Assistance in these five areas (as well as other areas that may arise as critical to school and classroom change) are available through a variety of means, including:

  • Training and workshops -- for teachers, administrators, parents, students, community groups and advocates, and others;
  • Document and program analysis -- for example, reviewing district- and school-level Title I plans or the IEP process in terms of vocational and academic integration (also see below on collecting descriptive information on school change);
  • Development of new policies and plans -- for example, policies and plans to help ensure that small, theme-based learning communities serve all students equitably and are academically equivalent (and drawing together Title I, School-to-Work, special education, standards development, etc.);
  • Other ongoing consultation and technical assistance -- to local administrators, teachers, and community organizations, both by phone and in person, which remains the important glue of our support effort.

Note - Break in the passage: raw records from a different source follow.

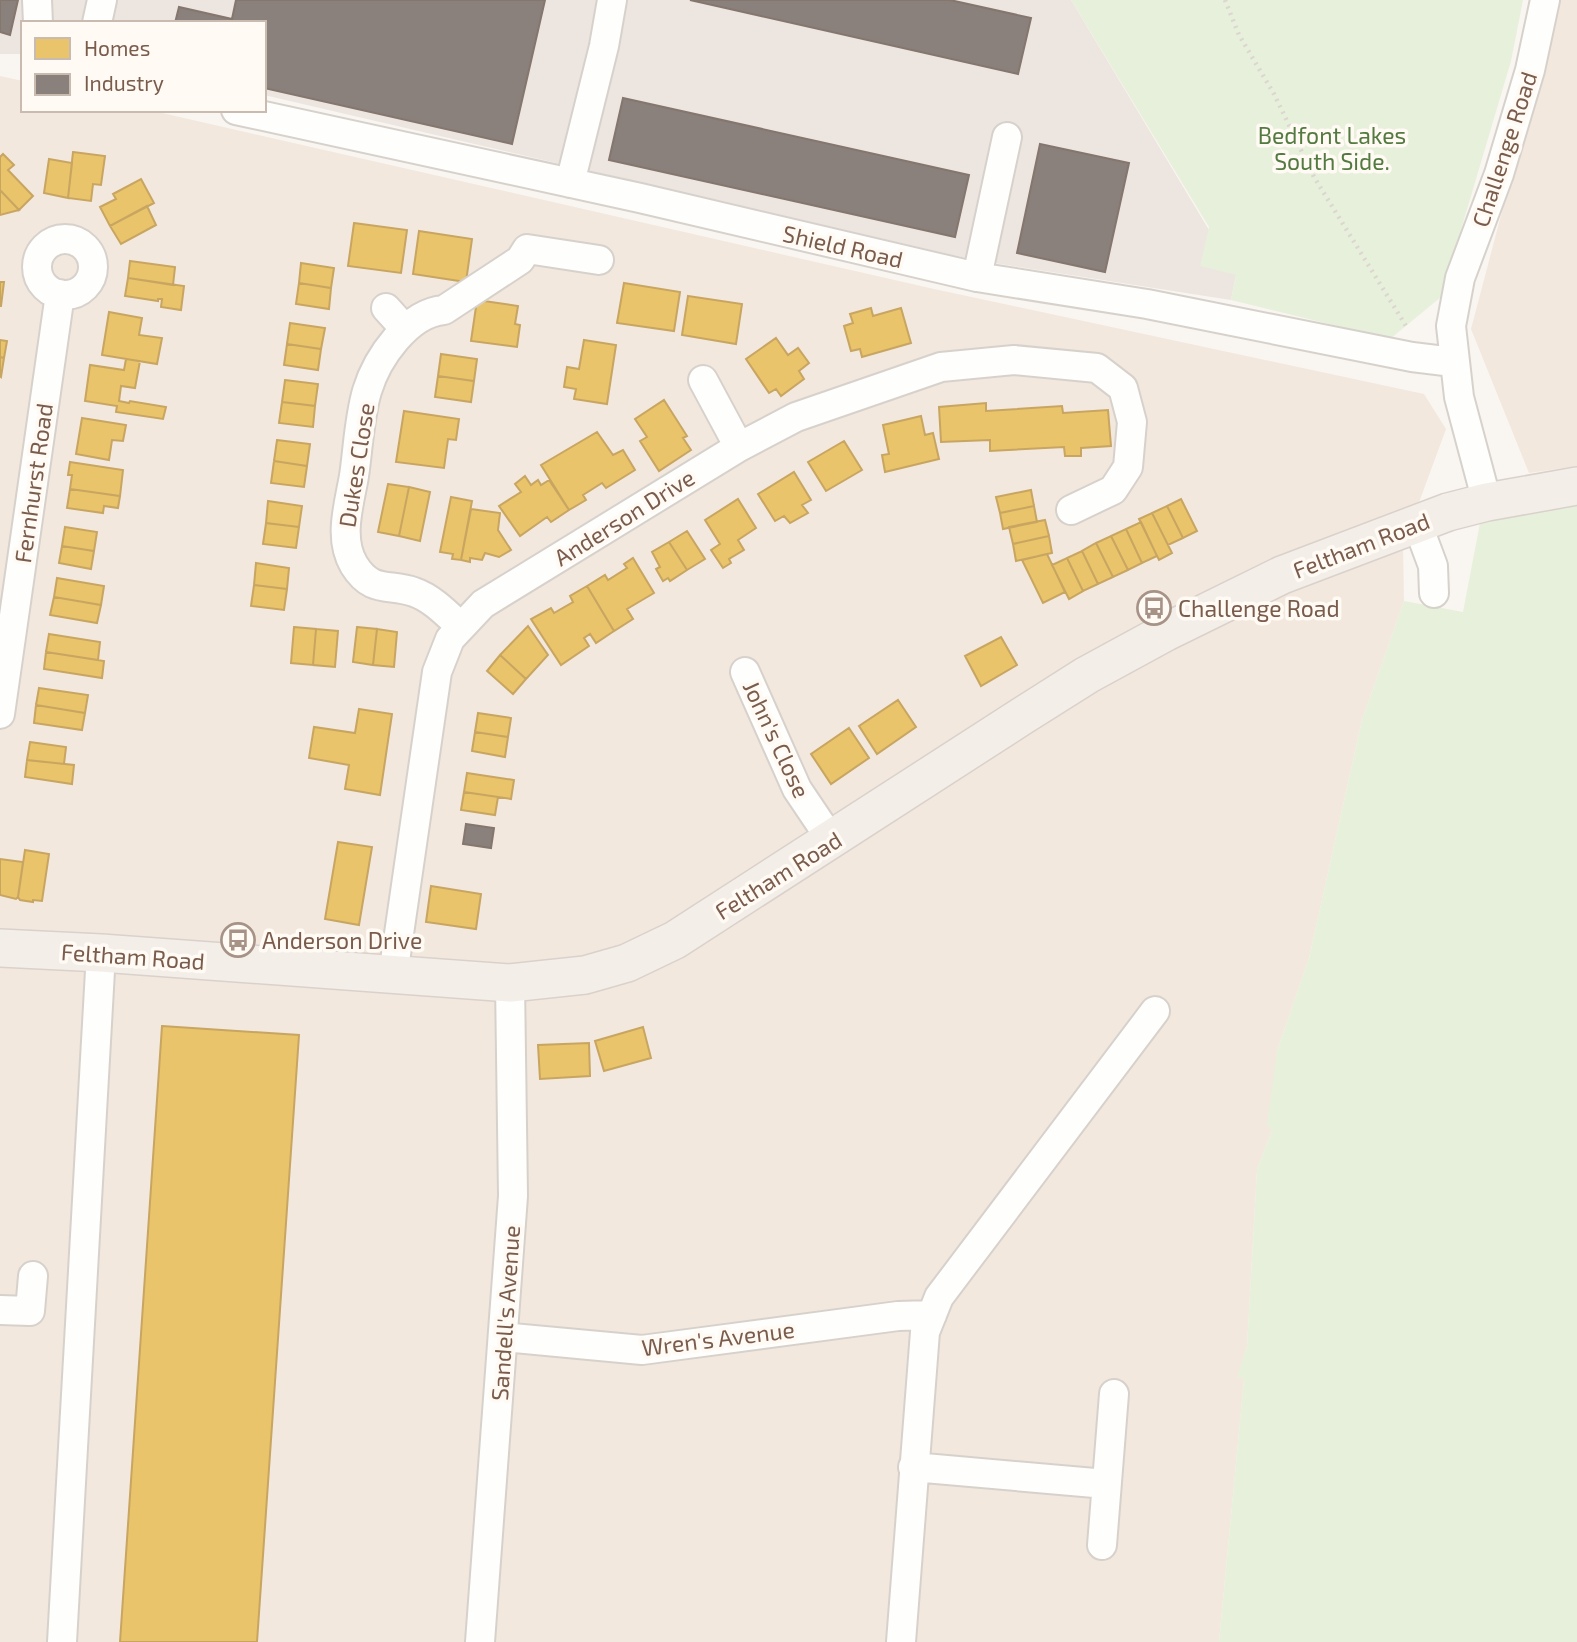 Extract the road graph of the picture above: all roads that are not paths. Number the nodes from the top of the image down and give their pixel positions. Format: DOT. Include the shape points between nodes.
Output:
graph roads {
  1 [pos="37,0"];
  2 [pos="102,0"];
  3 [pos="612,0"];
  4 [pos="1545,0"];
  5 [pos="38,21"];
  6 [pos="97,21"];
  7 [pos="245,112"];
  8 [pos="1007,137"];
  9 [pos="570,183"];
  10 [pos="599,260"];
  11 [pos="976,277"];
  12 [pos="60,294"];
  13 [pos="386,308"];
  14 [pos="405,329"];
  15 [pos="1454,362"];
  16 [pos="703,380"];
  17 [pos="740,447"];
  18 [pos="1577,486"];
  19 [pos="1487,502"];
  20 [pos="1071,510"];
  21 [pos="1417,523"];
  22 [pos="1434,593"];
  23 [pos="461,627"];
  24 [pos="745,671"];
  25 [pos="0,714"];
  26 [pos="832,841"];
  27 [pos="0,948"];
  28 [pos="101,953"];
  29 [pos="393,975"];
  30 [pos="510,983"];
  31 [pos="1155,1011"];
  32 [pos="33,1276"];
  33 [pos="0,1310"];
  34 [pos="932,1315"];
  35 [pos="503,1337"];
  36 [pos="1114,1394"];
  37 [pos="913,1467"];
  38 [pos="1106,1484"];
  39 [pos="1102,1545"];
  40 [pos="62,1642"];
  41 [pos="480,1642"];
  42 [pos="901,1642"];
  1 -- 5 [label="street"];
  2 -- 6 [label="street"];
  3 -- 9 [label="street"];
  4 -- 15 [label="street, Challenge Road" via="1499,174 1460,278 1451,326"];
  7 -- 9 [label="street, Shield Road"];
  8 -- 11 [label="street"];
  9 -- 11 [label="street, Shield Road"];
  10 -- 14 [label="street, Dukes Close" via="527,248 520,260 444,310 431,311"];
  11 -- 15 [label="street, Shield Road" via="1135,301"];
  12 -- 25 [label="street, Fernhurst Road"];
  13 -- 14 [label="street"];
  14 -- 23 [label="street, Dukes Close" via="379,363 367,391 344,539 354,565 375,586 415,592"];
  15 -- 19 [label="street, Challenge Road"];
  16 -- 17 [label="street"];
  17 -- 20 [label="street, Anderson Drive" via="796,417 940,367 1014,360 1097,368 1123,388 1132,422 1128,467 1113,490"];
  17 -- 23 [label="street, Anderson Drive" via="483,604"];
  18 -- 19 [label="main road, Feltham Road"];
  19 -- 21 [label="main road, Feltham Road"];
  21 -- 22 [label="street" via="1433,566"];
  21 -- 26 [label="main road, Feltham Road" via="1282,575 1143,644 1019,718"];
  23 -- 29 [label="street, Anderson Drive" via="450,639 437,672"];
  24 -- 26 [label="street, John's Close" via="797,789"];
  26 -- 30 [label="main road, Feltham Road" via="675,940 627,963 585,975"];
  27 -- 28 [label="main road, Feltham Road"];
  28 -- 29 [label="main road, Feltham Road"];
  28 -- 40 [label="street"];
  29 -- 30 [label="main road, Feltham Road"];
  30 -- 35 [label="street, Sandell's Avenue" via="513,1196"];
  31 -- 34 [label="street" via="939,1297"];
  32 -- 33 [label="street" via="30,1311"];
  34 -- 35 [label="street, Wren's Avenue" via="898,1315 642,1350"];
  34 -- 37 [label="street" via="925,1332"];
  35 -- 41 [label="street, Sandell's Avenue"];
  36 -- 38 [label="street"];
  37 -- 38 [label="street"];
  37 -- 42 [label="street"];
  38 -- 39 [label="street"];
}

  • Development and dissemination of materials particularly relevant to the site needs -- for example, on how to leverage Title I and standards-based reform for integrated schoolwide change, or materials specifically designed to engage parents in the change process.

CLE also has a relationship with The Big Picture, based in Providence (RI) and Cambridge (MA) that augments our capacity for assistance. First, in conjunction with The Big Picture and the Coalition of Essential Schools, CLE is now implementing the New Urban High School initiative, under a contract with the federal Office of Vocational and Adult Education to identify, assist, and share the work of a limited number of urban high schools that are leaders in linking school-to-work with schoolwide reform. CLE can help other schools tap into this work. Second, CLE in conjunction with The Big Picture operates the Hands and Minds Collaborative, which includes a network of schools and educators focused on academic and vocational integration and incorporating AAI. By drawing on current and former teaching staff from the Rindge School of Technical Arts in Cambridge, the Collaborative can also provide teacher-driven staff development assistance on integrated curriculum (such as the award-winning ninth-grade CityWorks program). The Collaborative also serves as a National-School-to-Work Office-approved provider of Technical Assistance.